Up early today (9am) we drove back into Andennes to take the Whale Safari tour to see the whales. We were too late for tickets for the morning trip but managed to get tickets for the afternoon. Check in was a 1:45pm. The tour included an English speaking guide (from Belgium) who took you through the Museum and the history of the whales in this area. Andennes is fortunate in that the edge of the Continental Shelf with a sheer drop off of 1500m is only an hour or so by boat. This is where the male Sperm whales come to feed.
The briefing before the tour included an offer complimentary sea sickness tablets. Steven immediately became concerned about the sea conditions and the type of boat we would be on and took a ‘quell’ ( an effective travel sickness tablet that Steven has used since childhood). The informative tour lasted about an hour or so then it was a 15 min walk to the docks to board the boat for a 4pm departure. The wind and a glance out to sea confirmed that this boat ride could be a bit rough.
Rain was threatening as we left port and the arctic wind chill factor reduced the already cool temperatures yet this did not dampen our spirits. We reached the first location where the whales may be seen but with no luck.
After about an hour out to sea with the ship rocking and rolling Steven was feeling the effects of the swell and the waves and thank goodness for travel sickness tablets. A lot of people on the boat were already being sick! Trish on the other hand was excited and racing from side to side up and down ladders to catch the sight of the whales.
The crew stopped the boat and turned on the hydrophones to listen for the whales sounds without any luck so we moved on further out to sea for another hour.

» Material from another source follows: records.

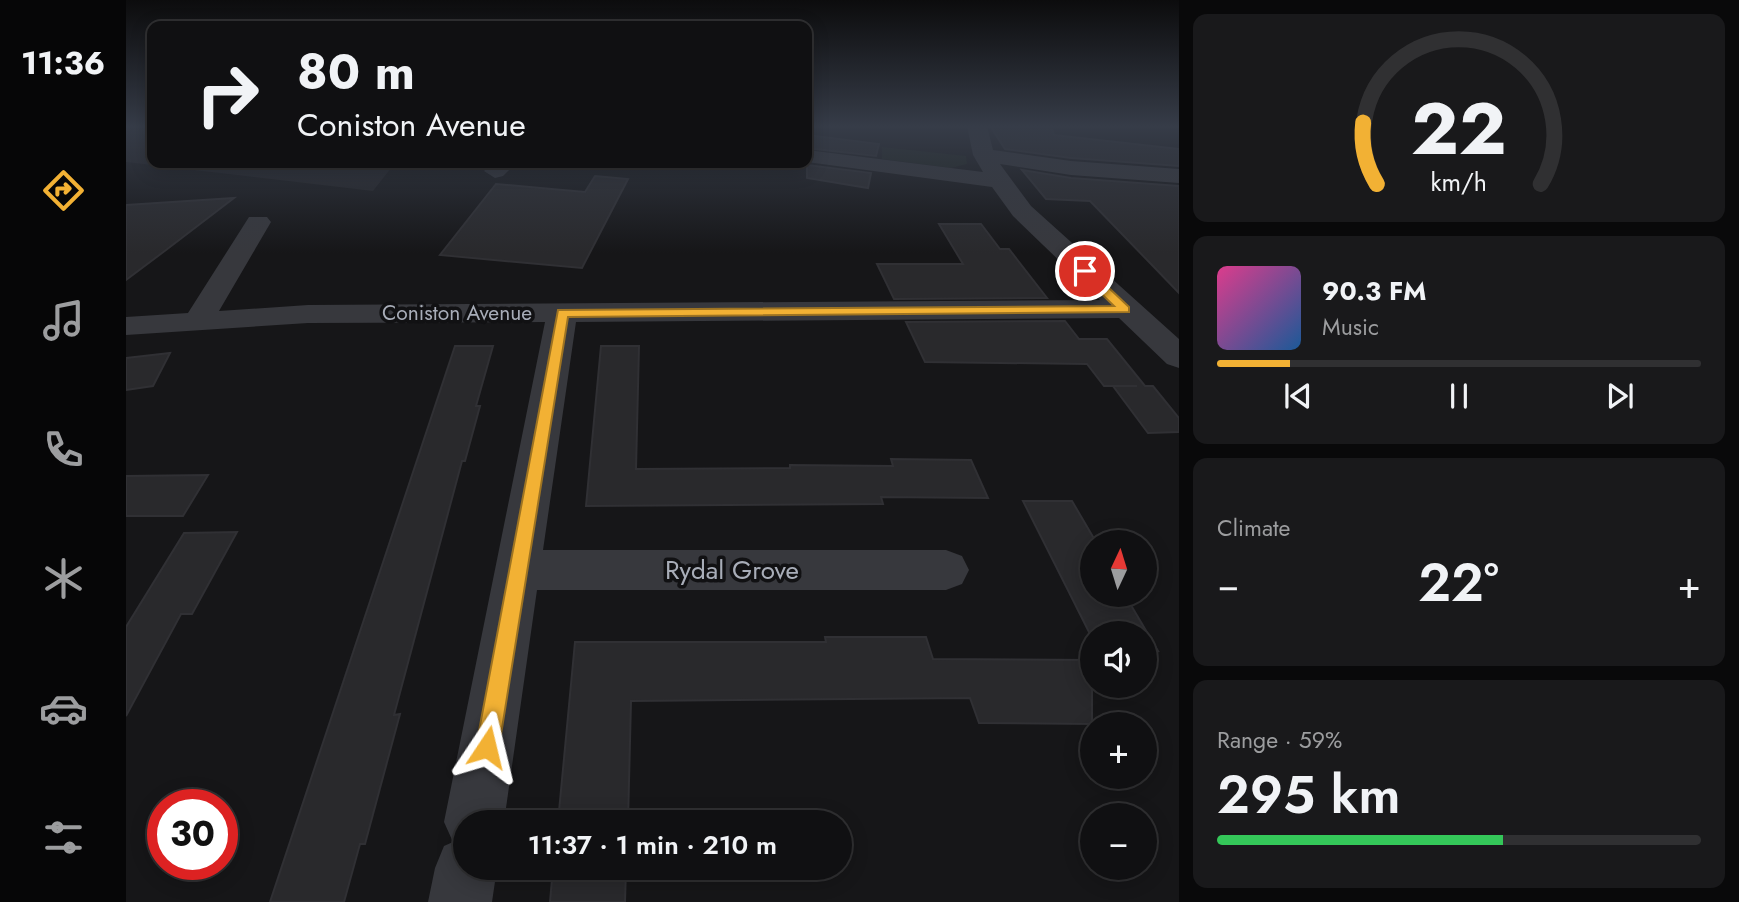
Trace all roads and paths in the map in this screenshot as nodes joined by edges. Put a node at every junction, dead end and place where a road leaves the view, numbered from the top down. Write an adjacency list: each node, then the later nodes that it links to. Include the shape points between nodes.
1 (900, 168): 5 (street)
2 (992, 168): 5 (street)
3 (1072, 168): 4 (street)
4 (1179, 176)
5 (999, 181): 7 (street, via 1022,211)
6 (258, 222): 9 (street)
7 (1125, 309): 8 (street, Coniston Avenue); 11 (street)
8 (562, 313): 9 (street, Coniston Avenue); 12 (street)
9 (199, 319): 10 (street, Coniston Avenue)
10 (126, 326)
11 (1179, 357)
12 (518, 570): 13 (street, Rydal Grove); 14 (street)
13 (946, 570)
14 (476, 810)
15 (464, 880): 16 (street)
16 (460, 902)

The crew stopped the boat every now and again to listen and get a bearing to where the whales were feeding this can be over a kilometer deep. The boat moved closer above the whales, stopped and we waited for the whales to surface. Without any forward motion the boat was now rolling from side to side and many more people were sick, Steven was hanging in there.
Nothing could dampen Trish’s excitement! Trish had borrowed one of the arctic coveralls, now looked like one of the crew and was and was warm and comfortable. was still climbing up and down ladders and going from side to side.
We were rewarded with whale sightings close to the boat. Over the next hour or two we saw three Sperm whales surface for around 10 minutes each and then dive with tails in the air.
It was difficult to get a good photo of the whale diving with the boat rolling and only a few seconds for the right moment. Steven managed to photograph the tail of the last whale as it dived.
On the return trip we were also rewarded with seeing a large number of White Sided Arctic Dolphins ( researches on board estimated 500 or more dolphins) of which this was only the third time this season they have been spotted and never before in such a large group. Was great to watch them come right in close to the boat and ride the bow waves. We were at sea for over 6 hours. Steven took t quells and also the complementary tablet and survived without being sick. You have to feel sorry for those who were to sick to enjoy the experience, but for us this was a great day and one to be remembered.